The Narendra Modi government has rolled out ambitious plans to improve access to health care in India.
Presenting his budget speech on Feb. 01, finance minister Arun Jaitley said the government would implement a national health protection scheme targeted at 100 million poor and vulnerable families. It will offer reimbursements of up to Rs5 lakh ($7,845) per family per year for secondary and tertiary care hospitalisation for up to 500 million beneficiaries. This accounts for nearly 40% of India’s population, making it what Jaitley called the world’s largest government-funded health programme.
As part of this Ayushman Bharat programme, the government will also launch 150,000 health and wellness centres to make comprehensive medical care more easily available to households, with free essential drugs and diagnostic services. Overall, the budget has allocated Rs1,200 crore for the programme, Jaitley said.
For years, India’s public spending on health care has been dismal, accounting for just 1.13% of the GDP in 2014-15, according to the National Health Accounts Estimates report (pdf), released in October 2017. That’s far below what countries such as China and the US spend, and even less than the global average.
While countries like France heavily subsidise health care for the poor, India’s existing Rashtriya Swasthya Bima Yojana scheme, implemented in 2008, only offers low-income Indians hospitalisation coverage of up to Rs30,000 per year.
This simply isn’t enough in a country where such expenses have been shooting up over the years.
As a result, many Indians have been forced to rely on their own funds: Out-of-pocket expenditure accounts for nearly 63% (pdf) of the country’s total health expenditure, and both urban and rural patients have struggled to pay for the care they deserve.
“We are all aware that lakhs of families in our country have to borrow or sell assets to receive indoor treatment in hospitals,” Jaitley said in his speech. “(The) government is seriously concerned about the impoverishment of the poor and vulnerable families.”
But while the new scheme is a step forward, health experts say it’s not likely to fix things immediately.

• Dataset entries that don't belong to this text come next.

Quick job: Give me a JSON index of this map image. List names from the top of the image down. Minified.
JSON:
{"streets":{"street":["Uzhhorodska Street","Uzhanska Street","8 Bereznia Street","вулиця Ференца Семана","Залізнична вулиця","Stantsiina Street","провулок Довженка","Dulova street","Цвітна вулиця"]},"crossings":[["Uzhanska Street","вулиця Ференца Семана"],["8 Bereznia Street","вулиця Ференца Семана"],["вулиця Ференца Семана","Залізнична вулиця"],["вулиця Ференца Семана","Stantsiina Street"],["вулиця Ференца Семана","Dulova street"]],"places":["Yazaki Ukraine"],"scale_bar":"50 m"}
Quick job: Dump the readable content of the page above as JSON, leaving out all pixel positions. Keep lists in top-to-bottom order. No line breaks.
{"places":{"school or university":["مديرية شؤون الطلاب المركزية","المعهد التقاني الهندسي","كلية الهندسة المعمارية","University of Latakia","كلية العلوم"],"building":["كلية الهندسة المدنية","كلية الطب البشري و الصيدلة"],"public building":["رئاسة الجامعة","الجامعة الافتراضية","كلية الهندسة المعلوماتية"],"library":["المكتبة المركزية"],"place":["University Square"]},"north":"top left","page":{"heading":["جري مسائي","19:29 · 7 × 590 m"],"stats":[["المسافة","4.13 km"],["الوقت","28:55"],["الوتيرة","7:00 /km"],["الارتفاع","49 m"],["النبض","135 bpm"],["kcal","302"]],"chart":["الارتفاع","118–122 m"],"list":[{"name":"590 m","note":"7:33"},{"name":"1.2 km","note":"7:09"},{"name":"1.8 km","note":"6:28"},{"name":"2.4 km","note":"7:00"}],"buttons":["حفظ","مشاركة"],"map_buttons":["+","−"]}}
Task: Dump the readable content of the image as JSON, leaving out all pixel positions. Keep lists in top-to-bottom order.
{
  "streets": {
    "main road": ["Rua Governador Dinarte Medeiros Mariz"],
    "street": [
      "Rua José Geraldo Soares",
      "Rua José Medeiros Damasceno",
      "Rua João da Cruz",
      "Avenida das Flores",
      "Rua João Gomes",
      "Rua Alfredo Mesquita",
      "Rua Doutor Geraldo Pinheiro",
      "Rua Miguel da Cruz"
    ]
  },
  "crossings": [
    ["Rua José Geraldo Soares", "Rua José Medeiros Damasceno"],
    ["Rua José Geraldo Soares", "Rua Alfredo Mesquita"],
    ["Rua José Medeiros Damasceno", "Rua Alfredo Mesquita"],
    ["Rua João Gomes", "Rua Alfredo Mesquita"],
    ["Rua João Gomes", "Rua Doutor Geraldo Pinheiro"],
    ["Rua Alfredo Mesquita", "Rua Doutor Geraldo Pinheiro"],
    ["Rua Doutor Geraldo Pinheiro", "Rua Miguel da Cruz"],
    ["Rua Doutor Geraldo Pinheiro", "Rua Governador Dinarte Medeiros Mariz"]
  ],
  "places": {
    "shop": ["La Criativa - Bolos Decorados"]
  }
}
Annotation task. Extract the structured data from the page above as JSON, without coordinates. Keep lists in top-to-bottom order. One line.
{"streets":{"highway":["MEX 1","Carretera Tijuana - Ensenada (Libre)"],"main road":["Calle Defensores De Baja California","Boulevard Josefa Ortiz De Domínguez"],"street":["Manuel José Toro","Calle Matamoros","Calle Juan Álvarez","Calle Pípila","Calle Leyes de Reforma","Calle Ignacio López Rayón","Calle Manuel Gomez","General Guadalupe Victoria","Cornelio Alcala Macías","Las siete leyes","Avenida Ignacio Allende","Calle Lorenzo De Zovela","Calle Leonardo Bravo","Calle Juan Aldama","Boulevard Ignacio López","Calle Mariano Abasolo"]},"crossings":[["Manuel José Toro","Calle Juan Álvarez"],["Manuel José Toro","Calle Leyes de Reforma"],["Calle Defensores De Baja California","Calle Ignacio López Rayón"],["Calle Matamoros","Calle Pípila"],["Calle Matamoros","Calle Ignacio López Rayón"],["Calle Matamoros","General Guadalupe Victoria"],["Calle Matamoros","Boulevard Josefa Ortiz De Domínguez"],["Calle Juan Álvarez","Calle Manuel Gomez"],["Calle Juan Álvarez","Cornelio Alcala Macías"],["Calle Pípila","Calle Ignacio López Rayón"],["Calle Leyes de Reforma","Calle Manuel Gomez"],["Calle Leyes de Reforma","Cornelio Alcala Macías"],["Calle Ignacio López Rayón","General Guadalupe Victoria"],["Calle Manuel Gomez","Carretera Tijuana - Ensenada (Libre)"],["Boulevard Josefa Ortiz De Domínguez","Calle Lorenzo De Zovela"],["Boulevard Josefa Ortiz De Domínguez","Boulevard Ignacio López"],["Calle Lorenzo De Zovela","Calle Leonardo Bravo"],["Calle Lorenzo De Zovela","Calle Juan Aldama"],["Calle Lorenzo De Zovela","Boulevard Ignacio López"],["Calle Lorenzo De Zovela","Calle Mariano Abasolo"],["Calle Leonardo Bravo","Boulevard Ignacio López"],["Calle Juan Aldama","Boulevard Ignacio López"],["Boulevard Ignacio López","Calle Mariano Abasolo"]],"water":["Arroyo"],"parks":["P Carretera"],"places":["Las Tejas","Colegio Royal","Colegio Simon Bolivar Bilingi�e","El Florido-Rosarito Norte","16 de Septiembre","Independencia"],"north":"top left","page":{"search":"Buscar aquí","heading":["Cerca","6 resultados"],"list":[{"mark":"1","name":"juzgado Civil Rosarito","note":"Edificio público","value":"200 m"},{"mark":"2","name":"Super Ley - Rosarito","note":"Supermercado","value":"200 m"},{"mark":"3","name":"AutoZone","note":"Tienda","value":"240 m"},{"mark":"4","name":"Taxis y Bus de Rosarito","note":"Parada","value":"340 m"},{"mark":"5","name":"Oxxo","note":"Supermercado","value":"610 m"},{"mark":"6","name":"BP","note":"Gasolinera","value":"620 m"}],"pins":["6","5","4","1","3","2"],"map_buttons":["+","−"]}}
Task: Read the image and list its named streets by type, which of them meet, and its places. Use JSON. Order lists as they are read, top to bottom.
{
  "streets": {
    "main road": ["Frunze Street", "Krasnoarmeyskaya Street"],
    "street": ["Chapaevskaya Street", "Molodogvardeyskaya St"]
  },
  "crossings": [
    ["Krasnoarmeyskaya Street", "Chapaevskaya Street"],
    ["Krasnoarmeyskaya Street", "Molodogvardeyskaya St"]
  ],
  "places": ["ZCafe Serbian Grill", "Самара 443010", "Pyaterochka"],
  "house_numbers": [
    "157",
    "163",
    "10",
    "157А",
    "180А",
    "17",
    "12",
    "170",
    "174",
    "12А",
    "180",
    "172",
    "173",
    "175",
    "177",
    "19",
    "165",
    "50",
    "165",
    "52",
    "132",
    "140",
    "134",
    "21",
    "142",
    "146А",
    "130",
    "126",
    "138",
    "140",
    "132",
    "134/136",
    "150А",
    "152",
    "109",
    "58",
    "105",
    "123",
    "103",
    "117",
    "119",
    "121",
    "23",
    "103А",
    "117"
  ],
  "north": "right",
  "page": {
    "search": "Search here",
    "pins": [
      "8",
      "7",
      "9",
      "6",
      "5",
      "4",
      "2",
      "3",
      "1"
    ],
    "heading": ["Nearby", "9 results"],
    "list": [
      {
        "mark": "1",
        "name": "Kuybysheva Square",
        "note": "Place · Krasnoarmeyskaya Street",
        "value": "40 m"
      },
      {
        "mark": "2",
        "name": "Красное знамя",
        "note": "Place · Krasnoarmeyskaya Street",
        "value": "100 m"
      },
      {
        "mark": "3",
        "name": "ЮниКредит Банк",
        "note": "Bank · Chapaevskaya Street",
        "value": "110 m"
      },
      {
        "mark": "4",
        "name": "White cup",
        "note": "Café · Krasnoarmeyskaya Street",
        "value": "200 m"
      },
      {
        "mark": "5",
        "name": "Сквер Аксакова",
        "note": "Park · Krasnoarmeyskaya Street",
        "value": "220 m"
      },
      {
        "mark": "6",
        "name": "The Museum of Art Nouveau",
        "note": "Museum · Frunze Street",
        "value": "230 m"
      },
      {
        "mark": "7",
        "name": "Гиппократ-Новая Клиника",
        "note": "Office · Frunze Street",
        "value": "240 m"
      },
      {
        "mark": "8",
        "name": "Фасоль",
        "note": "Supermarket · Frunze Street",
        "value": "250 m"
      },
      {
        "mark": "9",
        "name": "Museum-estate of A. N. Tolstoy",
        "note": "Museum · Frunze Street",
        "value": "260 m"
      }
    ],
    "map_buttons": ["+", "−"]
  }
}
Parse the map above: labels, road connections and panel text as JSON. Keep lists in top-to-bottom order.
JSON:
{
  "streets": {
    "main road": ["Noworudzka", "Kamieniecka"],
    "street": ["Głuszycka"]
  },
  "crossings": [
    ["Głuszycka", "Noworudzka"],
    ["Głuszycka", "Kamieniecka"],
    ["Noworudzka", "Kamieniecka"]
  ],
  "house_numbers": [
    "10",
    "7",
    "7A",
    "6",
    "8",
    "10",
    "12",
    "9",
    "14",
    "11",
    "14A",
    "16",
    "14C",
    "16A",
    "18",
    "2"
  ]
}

“The numbers don’t add up, it’s more aspirational,” said Shaktivel Selvaraj, director and additional professor, health economics, financing, and policy, at the Public Health Foundation of India. “It can’t happen next year with the Rs2,000 crore allocation” He noted that the government’s overall outlay for health care inched up by just around 2% year-on-year, which was way below expectations. Without more money, it’s unlikely that the ambitious scheme will work out in the coming year.
Meanwhile, Jaitley didn’t clarify whether the scheme would apply to services at public or private hospitals, but said it signals that the government is “steadily but surely” progressing towards universal health coverage.